Proton exchange membrane fuel cells further include an anode and a cathode. The fuel is supplied to the anode of the fuel cell and catalytically oxidized to protons with release of electrons. The protons pass through the membrane to the cathode. The emitted electrons are discharged from the fuel cell and flow through an external circuit to the cathode. The oxidant is supplied to the cathode of the fuel cell and it reacts by absorbing the electrons from the external circuit and protons that have passed through the membrane to the cathode to water. The resulting water is discharged from the fuel cell. The gross reaction is:

0 ₂ + 4H ⁺ + 4e ^" -> 2H ₂ 0 There is one between the anode and the cathode of the fuel cell

Voltage on. To increase the voltage, a plurality of fuel cells can be arranged mechanically one behind the other to form a fuel cell stack and electrically connected in series. For uniform distribution of the fuel to the anode and for uniform distribution of the oxidant to the cathode are

Provided gas distribution plates, which are also referred to as bipolar plates. The bipolar plates have, for example, channel-like structures for distributing the fuel and the oxidizing agent to the electrodes. The channel-like structures also serve to dissipate the water formed during the reaction. The bipolar plates can also structures for

Passage of a cooling liquid through the fuel cell to dissipate heat. Also known are bipolar plates having distribution structures for distributing the fuel to the anode and for distributing the oxidant to the cathode, which have porous foams. The foams have such porosities that the supplied reaction gases and the water formed during the reaction can flow through.

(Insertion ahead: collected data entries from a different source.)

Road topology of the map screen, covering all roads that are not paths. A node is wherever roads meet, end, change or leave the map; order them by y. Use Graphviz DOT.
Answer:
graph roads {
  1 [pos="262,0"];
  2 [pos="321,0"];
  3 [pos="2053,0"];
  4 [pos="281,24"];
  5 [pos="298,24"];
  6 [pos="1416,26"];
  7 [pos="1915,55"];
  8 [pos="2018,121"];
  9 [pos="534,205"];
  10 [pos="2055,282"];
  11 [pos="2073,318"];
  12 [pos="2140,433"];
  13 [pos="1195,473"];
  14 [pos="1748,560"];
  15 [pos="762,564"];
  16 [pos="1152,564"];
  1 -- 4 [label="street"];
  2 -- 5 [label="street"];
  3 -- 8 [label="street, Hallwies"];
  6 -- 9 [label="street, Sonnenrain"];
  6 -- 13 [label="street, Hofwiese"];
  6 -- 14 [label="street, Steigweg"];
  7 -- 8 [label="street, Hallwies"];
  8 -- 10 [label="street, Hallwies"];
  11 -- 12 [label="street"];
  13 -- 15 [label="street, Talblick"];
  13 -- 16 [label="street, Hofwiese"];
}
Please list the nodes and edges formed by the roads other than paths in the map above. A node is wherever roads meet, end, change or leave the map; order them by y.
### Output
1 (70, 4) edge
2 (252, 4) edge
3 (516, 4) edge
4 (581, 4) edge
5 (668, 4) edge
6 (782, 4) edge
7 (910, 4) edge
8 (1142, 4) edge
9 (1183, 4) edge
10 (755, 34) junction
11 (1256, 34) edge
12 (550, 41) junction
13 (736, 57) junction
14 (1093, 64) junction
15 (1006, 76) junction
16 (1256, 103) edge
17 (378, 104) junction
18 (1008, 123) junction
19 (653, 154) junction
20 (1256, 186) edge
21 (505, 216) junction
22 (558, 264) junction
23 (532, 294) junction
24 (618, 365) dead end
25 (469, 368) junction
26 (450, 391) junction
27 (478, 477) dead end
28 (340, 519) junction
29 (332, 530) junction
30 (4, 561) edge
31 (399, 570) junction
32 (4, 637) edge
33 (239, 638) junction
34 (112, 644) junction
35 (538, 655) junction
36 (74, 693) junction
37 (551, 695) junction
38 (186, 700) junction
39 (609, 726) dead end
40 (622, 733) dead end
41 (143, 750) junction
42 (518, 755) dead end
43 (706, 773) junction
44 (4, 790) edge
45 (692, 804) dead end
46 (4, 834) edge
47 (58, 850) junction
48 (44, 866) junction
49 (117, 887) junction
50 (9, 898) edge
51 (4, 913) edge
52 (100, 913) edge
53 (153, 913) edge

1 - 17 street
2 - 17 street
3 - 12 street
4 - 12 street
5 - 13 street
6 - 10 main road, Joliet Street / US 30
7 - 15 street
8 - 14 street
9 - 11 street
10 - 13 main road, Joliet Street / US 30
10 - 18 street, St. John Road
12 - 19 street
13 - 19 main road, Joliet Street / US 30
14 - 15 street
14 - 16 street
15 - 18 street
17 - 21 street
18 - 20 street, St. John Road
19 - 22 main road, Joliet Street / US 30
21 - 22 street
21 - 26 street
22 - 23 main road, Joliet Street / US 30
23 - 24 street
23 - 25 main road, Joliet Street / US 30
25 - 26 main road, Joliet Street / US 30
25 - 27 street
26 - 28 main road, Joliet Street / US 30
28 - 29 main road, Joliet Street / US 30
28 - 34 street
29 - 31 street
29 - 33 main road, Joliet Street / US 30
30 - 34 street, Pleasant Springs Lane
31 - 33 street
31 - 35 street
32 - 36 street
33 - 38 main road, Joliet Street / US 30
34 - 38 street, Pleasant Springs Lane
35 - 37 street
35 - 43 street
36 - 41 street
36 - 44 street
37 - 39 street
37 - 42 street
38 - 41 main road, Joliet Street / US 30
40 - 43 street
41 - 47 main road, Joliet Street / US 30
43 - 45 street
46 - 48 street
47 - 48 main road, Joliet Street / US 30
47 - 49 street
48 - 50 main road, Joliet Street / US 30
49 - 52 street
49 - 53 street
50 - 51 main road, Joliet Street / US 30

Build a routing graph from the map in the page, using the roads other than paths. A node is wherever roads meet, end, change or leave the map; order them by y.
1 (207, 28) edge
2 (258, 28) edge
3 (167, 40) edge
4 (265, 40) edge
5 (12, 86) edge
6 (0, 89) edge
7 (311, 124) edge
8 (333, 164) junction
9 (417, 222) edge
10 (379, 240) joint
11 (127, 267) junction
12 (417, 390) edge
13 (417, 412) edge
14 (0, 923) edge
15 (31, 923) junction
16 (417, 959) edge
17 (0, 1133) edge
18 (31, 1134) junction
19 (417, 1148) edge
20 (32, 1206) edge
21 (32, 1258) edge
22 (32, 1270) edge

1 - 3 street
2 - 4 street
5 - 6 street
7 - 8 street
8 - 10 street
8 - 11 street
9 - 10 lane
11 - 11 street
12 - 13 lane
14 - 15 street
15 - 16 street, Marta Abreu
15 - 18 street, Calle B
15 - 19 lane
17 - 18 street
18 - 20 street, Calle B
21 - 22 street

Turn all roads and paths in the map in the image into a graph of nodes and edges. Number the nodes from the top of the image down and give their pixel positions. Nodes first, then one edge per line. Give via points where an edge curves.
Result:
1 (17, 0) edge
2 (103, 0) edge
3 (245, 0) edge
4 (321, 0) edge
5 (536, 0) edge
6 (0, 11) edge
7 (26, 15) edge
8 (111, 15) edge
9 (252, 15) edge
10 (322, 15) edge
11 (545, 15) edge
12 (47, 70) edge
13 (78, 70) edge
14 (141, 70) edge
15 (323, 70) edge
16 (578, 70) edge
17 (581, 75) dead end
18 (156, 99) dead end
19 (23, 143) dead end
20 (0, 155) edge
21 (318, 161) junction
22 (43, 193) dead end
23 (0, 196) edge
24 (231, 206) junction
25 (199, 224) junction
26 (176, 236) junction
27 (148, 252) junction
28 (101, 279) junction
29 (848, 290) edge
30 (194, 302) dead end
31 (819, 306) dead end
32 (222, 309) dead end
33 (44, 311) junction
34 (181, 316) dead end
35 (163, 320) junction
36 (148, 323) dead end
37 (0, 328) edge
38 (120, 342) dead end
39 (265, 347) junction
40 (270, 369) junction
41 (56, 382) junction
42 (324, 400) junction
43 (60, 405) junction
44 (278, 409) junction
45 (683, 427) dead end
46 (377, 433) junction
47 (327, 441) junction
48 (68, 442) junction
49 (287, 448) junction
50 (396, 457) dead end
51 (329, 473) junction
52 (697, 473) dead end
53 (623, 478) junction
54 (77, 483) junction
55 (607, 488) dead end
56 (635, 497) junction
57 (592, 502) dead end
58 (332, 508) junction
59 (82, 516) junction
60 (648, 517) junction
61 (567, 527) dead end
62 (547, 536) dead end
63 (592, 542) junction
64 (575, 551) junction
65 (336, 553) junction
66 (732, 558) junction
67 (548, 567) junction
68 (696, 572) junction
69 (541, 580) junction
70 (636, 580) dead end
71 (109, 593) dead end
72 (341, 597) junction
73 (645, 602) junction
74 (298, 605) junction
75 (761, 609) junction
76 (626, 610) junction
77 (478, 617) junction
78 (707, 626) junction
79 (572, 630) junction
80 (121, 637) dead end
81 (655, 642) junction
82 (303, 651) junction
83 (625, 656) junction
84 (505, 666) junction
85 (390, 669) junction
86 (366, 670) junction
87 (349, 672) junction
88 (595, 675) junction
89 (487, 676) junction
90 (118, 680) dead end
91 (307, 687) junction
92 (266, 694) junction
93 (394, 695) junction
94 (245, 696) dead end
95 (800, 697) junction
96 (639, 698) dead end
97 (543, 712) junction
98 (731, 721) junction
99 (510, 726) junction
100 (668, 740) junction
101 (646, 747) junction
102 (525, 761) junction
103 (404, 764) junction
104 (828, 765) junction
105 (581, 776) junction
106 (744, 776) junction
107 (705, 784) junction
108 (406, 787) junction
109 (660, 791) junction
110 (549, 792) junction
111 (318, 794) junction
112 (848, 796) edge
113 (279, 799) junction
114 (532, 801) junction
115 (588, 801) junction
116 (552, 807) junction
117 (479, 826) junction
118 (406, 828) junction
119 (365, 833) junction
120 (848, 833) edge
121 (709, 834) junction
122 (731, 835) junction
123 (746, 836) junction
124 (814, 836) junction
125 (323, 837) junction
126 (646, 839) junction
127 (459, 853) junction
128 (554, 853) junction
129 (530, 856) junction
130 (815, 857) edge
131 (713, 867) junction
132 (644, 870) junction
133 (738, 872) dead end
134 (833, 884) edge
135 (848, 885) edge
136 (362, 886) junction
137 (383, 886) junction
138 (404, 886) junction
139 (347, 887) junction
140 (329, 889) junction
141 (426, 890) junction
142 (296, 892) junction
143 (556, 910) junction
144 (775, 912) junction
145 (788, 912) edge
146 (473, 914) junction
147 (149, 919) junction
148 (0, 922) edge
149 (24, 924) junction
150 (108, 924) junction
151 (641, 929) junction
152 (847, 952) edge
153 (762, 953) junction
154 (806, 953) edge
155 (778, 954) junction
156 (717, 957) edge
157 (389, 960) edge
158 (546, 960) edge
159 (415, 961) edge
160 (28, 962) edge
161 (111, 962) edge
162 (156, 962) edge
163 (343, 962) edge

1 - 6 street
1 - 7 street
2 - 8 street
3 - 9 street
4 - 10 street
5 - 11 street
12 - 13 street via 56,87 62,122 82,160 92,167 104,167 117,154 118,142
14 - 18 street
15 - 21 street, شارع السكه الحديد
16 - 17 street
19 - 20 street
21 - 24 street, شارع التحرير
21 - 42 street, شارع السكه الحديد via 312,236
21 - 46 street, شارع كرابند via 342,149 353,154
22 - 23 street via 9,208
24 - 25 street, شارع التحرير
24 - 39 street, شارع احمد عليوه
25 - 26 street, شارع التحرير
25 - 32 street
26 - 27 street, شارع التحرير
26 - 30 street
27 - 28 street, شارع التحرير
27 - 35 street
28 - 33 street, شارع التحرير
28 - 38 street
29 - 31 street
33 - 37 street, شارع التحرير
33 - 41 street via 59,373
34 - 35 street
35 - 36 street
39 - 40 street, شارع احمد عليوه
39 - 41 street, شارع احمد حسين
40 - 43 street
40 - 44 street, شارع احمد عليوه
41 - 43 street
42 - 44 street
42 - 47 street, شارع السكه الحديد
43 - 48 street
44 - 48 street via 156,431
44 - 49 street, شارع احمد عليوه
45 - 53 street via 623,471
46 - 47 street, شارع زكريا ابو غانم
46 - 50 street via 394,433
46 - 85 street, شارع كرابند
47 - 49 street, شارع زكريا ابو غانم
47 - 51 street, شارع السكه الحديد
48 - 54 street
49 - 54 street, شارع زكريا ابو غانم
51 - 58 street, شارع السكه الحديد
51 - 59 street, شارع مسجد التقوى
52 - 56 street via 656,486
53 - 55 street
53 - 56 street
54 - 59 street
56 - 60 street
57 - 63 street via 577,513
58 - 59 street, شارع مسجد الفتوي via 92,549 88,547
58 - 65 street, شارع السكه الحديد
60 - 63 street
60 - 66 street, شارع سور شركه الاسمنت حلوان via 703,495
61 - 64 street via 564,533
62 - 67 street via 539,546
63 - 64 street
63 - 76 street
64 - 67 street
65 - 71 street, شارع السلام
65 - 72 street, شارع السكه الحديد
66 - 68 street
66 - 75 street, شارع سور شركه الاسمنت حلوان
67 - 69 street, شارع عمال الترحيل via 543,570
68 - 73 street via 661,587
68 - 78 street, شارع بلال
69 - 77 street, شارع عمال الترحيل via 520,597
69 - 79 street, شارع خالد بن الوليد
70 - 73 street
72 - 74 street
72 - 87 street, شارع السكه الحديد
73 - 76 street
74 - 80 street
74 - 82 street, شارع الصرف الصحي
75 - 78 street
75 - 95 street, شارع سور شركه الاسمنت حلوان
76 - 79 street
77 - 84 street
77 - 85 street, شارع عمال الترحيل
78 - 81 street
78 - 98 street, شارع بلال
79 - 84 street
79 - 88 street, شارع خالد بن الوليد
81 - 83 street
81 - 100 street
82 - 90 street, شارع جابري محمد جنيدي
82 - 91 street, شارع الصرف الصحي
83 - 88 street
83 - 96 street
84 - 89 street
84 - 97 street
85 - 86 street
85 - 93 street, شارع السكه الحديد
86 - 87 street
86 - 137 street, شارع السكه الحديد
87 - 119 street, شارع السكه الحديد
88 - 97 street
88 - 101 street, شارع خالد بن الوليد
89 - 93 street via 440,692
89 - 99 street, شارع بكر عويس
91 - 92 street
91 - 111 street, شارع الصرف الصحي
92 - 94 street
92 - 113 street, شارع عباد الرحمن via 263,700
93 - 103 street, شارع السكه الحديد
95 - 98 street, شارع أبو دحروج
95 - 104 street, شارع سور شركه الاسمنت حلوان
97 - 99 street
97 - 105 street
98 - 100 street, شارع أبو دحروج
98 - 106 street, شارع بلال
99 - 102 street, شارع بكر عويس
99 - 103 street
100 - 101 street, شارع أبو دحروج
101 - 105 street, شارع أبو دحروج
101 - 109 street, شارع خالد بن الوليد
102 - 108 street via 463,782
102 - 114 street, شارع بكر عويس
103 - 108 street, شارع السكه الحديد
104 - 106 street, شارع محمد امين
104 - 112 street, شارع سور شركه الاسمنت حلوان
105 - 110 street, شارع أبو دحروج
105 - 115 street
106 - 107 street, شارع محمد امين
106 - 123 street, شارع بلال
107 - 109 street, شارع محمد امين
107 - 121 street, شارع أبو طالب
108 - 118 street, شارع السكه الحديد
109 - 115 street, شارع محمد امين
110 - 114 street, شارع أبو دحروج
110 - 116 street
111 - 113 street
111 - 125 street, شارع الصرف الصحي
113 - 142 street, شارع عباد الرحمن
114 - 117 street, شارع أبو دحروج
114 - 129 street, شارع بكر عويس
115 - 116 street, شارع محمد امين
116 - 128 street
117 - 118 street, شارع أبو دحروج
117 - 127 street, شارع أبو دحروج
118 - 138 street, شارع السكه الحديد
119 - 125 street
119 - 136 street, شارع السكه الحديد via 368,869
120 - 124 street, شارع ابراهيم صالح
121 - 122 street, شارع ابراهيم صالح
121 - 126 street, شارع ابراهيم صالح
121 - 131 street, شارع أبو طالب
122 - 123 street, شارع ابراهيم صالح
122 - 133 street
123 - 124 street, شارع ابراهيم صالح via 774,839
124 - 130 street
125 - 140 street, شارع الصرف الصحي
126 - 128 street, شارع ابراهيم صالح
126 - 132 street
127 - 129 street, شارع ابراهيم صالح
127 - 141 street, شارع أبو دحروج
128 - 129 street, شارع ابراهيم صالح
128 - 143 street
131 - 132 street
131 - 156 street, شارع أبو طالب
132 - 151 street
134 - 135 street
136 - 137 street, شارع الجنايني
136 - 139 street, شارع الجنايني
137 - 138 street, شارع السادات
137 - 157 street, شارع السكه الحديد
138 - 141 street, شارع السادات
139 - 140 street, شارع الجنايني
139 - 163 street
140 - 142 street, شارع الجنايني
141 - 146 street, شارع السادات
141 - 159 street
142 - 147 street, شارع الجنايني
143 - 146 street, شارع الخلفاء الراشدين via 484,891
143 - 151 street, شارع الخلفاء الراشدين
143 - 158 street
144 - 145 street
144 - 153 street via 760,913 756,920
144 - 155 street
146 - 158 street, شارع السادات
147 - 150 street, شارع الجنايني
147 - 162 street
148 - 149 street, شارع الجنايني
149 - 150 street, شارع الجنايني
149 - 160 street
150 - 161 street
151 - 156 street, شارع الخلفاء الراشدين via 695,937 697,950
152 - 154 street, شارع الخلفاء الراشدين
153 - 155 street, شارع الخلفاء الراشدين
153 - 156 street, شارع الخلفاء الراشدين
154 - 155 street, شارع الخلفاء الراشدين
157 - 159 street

Also from DE 10 2013 223776 AI is a bipolar plate for a

Fuel cell stack known. The bipolar plate has distribution structures which are made of metallic foam and which serve to introduce the reaction gases into the fuel cell stack and to dissipate the water formed during the reaction. The bipolar plate also has a Distribution structure, which is made of metallic foam and which serves to pass a cooling liquid.

Disclosure of the invention

A bipolar plate for a fuel cell is proposed which comprises a first distribution structure for distributing a fuel to a first electrode and a second distribution structure for distributing an oxidizing agent to a second electrode. At least one of the distribution structures has a porous foam.

According to the invention, a cover surface of the at least one porous foam having distribution structure, which faces the other distribution structure, completely formed by a fluid-tight separation layer, which is formed integrally with the porous foam. Under fluid-tight is in this

It should be understood that the separating layer is impermeable to the gaseous fuel supplied to the fuel cell, to the gaseous oxidizing agent supplied to the fuel cell, and to the water to be drained from the fuel cell.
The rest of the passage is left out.